Assim, como refere a decisão sumária reclamada (cfr. n.º 3), não deve o Tribunal Constitucional ser encarado «como uma instância de recurso adicional na ordem dos tribunais judiciais, como se o Tribunal Constitucional fosse competente para apreciar a conformidade constitucional de decisões judiciais, o que lhe está constitucionalmente vedado (artigo 280.º, n.º 1, alínea b), da Constituição)».
Em conformidade, os recursos de constitucionalidade interpostos de decisões de outros tribunais apenas podem ter por objeto «interpretações» ou «critérios normativos» identificados com caráter de generalidade, e nessa medida suscetíveis de aplicação a outras situações, independentemente, pois, das particularidades do caso concreto. A respetiva admissibilidade depende, assim, da identificação da interpretação ou critério normativos - uma regra abstratamente enunciável vocacionada para uma aplicação para lá do caso concreto – cuja desconformidade constitucional se suscita.
9. Ora, tal não ocorre no presente recurso, como foi constatado pela decisão sumária reclamada. E não resulta da reclamação qualquer elemento demonstrativo da alegação de uma dimensão normativa do recurso que justifique a alteração da apreciação efetuada pela decisão sumária.
O reclamante não formula a «interpretação normativa» que estaria em causa com caráter de generalidade, independentemente do caso concreto – remetendo a questão de inconstitucionalidade para as decisões concretas do tribunal a quo de condenação pela prática de crime e decisão quanto às nulidades por ele invocadas. Pretende, assim, o reclamante que o Tribunal Constitucional aprecie a constitucionalidade dessas decisões concretas e não das normas por estas aplicadas. Ora, como já foi referido, o Tribunal Constitucional, na ordem jurídica constitucional portuguesa, não tem função de «instância de recurso adicional na ordem dos tribunais judiciais», não lhe cabendo sindicar as decisões das instâncias, mas as normas por si aplicadas.
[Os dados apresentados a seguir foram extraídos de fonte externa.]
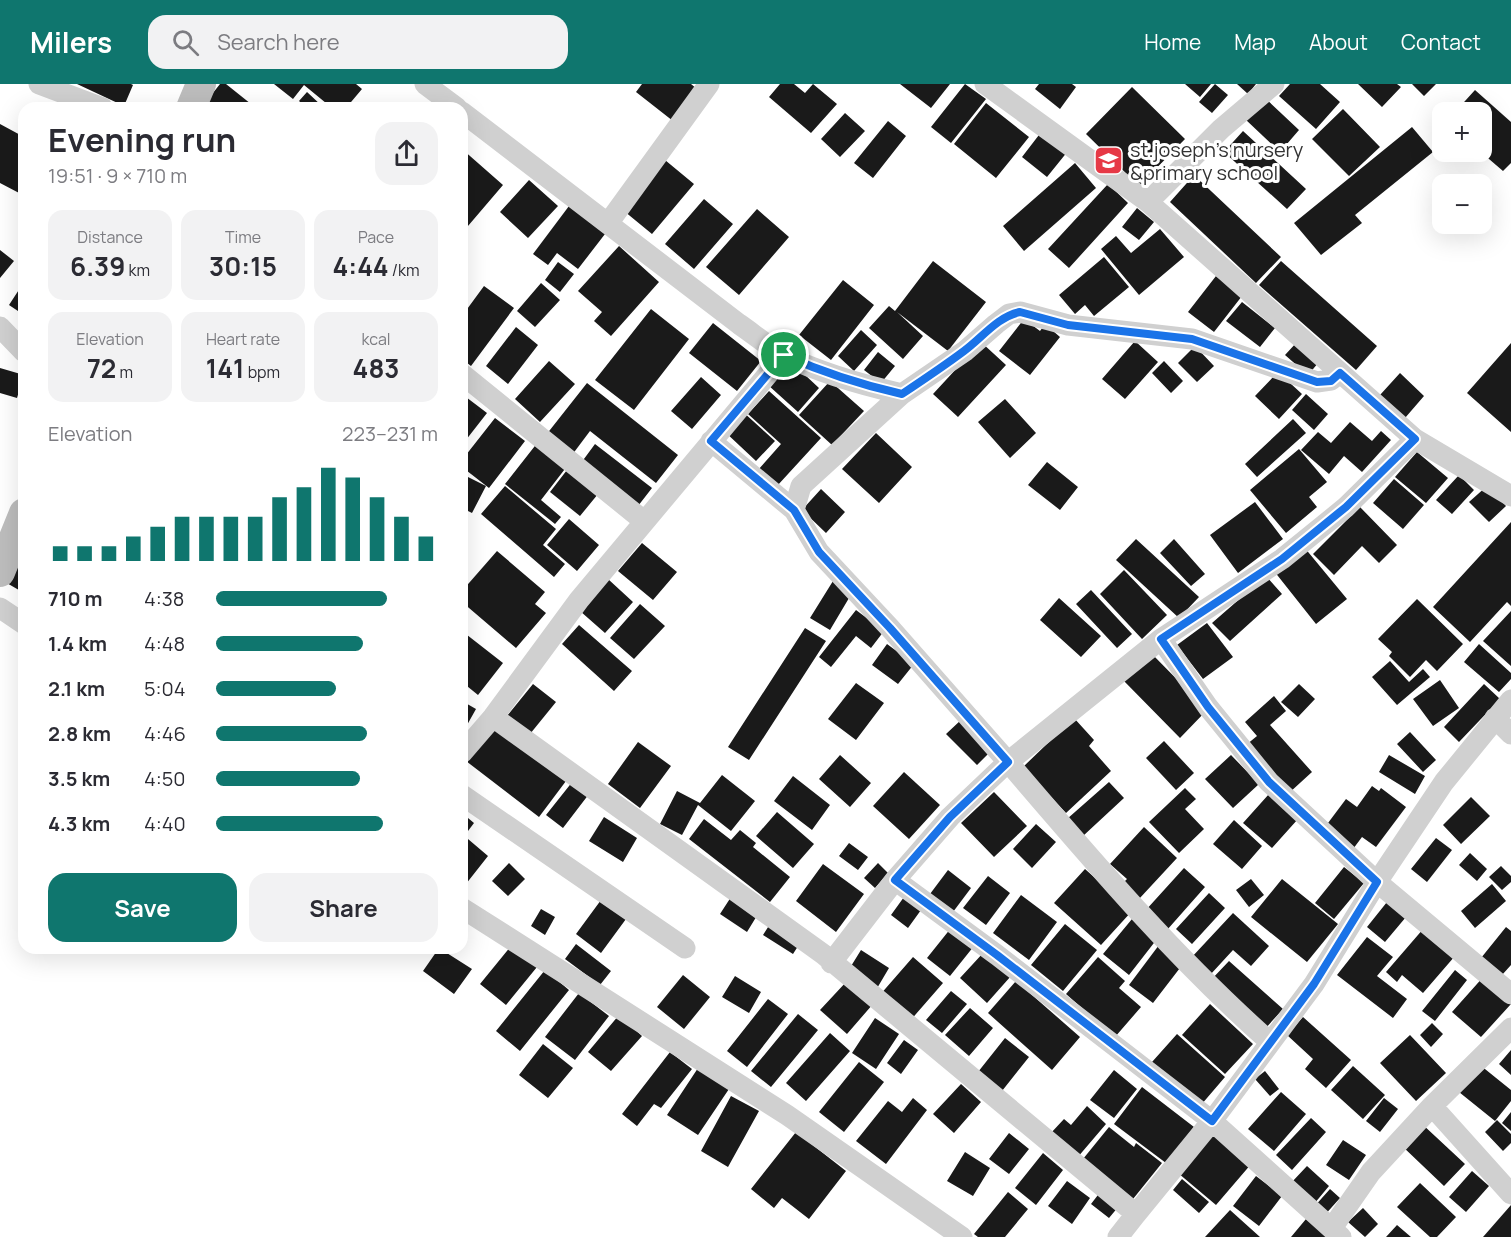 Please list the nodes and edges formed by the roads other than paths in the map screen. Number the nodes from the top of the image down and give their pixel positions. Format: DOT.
graph roads {
  1 [pos="39,84"];
  2 [pos="201,84"];
  3 [pos="425,84"];
  4 [pos="709,84"];
  5 [pos="985,84"];
  6 [pos="1274,84"];
  7 [pos="87,102"];
  8 [pos="194,102"];
  9 [pos="449,102"];
  10 [pos="468,116"];
  11 [pos="1148,202"];
  12 [pos="609,222"];
  13 [pos="0,327"];
  14 [pos="18,346"];
  15 [pos="784,355"];
  16 [pos="1340,373"];
  17 [pos="468,379"];
  18 [pos="902,394"];
  19 [pos="1415,439"];
  20 [pos="711,441"];
  21 [pos="1511,496"];
  22 [pos="794,510"];
  23 [pos="644,521"];
  24 [pos="18,529"];
  25 [pos="0,572"];
  26 [pos="0,608"];
  27 [pos="18,620"];
  28 [pos="1161,639"];
  29 [pos="1511,700"];
  30 [pos="492,717"];
  31 [pos="1495,718"];
  32 [pos="1511,734"];
  33 [pos="468,746"];
  34 [pos="1008,762"];
  35 [pos="468,799"];
  36 [pos="895,880"];
  37 [pos="1377,882"];
  38 [pos="468,912"];
  39 [pos="685,948"];
  40 [pos="831,963"];
  41 [pos="1511,994"];
  42 [pos="1511,1028"];
  43 [pos="1270,1042"];
  44 [pos="1432,1106"];
  45 [pos="1212,1121"];
  46 [pos="1511,1194"];
  47 [pos="1136,1214"];
  48 [pos="1336,1233"];
  49 [pos="962,1237"];
  50 [pos="1118,1237"];
  1 -- 7 [label="street"];
  2 -- 8 [label="street"];
  3 -- 9 [label="street"];
  4 -- 12 [label="street"];
  5 -- 11 [label="street"];
  6 -- 11 [label="street"];
  10 -- 12 [label="street"];
  11 -- 16 [label="street"];
  12 -- 15 [label="street"];
  13 -- 14 [label="street"];
  15 -- 18 [label="street"];
  15 -- 20 [label="street"];
  16 -- 18 [label="street"];
  16 -- 19 [label="street"];
  17 -- 23 [label="street"];
  18 -- 22 [label="street"];
  19 -- 21 [label="street"];
  19 -- 28 [label="street"];
  20 -- 22 [label="street"];
  20 -- 23 [label="street"];
  22 -- 34 [label="street"];
  23 -- 30 [label="street"];
  24 -- 25 [label="street"];
  26 -- 27 [label="street"];
  28 -- 34 [label="street"];
  28 -- 37 [label="street"];
  29 -- 31 [label="street"];
  30 -- 33 [label="street"];
  30 -- 40 [label="street"];
  31 -- 32 [label="street"];
  31 -- 37 [label="street"];
  34 -- 36 [label="street"];
  34 -- 43 [label="street"];
  35 -- 39 [label="street"];
  36 -- 40 [label="street"];
  36 -- 45 [label="street"];
  37 -- 41 [label="street"];
  37 -- 43 [label="street"];
  38 -- 49 [label="street"];
  40 -- 47 [label="street"];
  42 -- 44 [label="street"];
  43 -- 45 [label="street"];
  44 -- 46 [label="street"];
  44 -- 48 [label="street"];
  45 -- 47 [label="street"];
  45 -- 48 [label="street"];
  47 -- 50 [label="street"];
}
9. Desta forma, não existem motivos para alterar o juízo formulado na decisão sumária reclamada. Assim, se determina, pela ausência de objeto normativo identificada na decisão sumária reclamada, o não conhecimento do recurso.
III – Decisão
Pelo exposto, decide-se indeferir a presente reclamação e, em consequência, não conhecer do objeto do recurso.
Custas pelo reclamante, fixando-se a taxa de justiça em 20 unidades de conta.
Lisboa, 6 de maio de 2014. – Maria de Fátima Mata-Mouros – João Caupers – Maria Lúcia Amaral.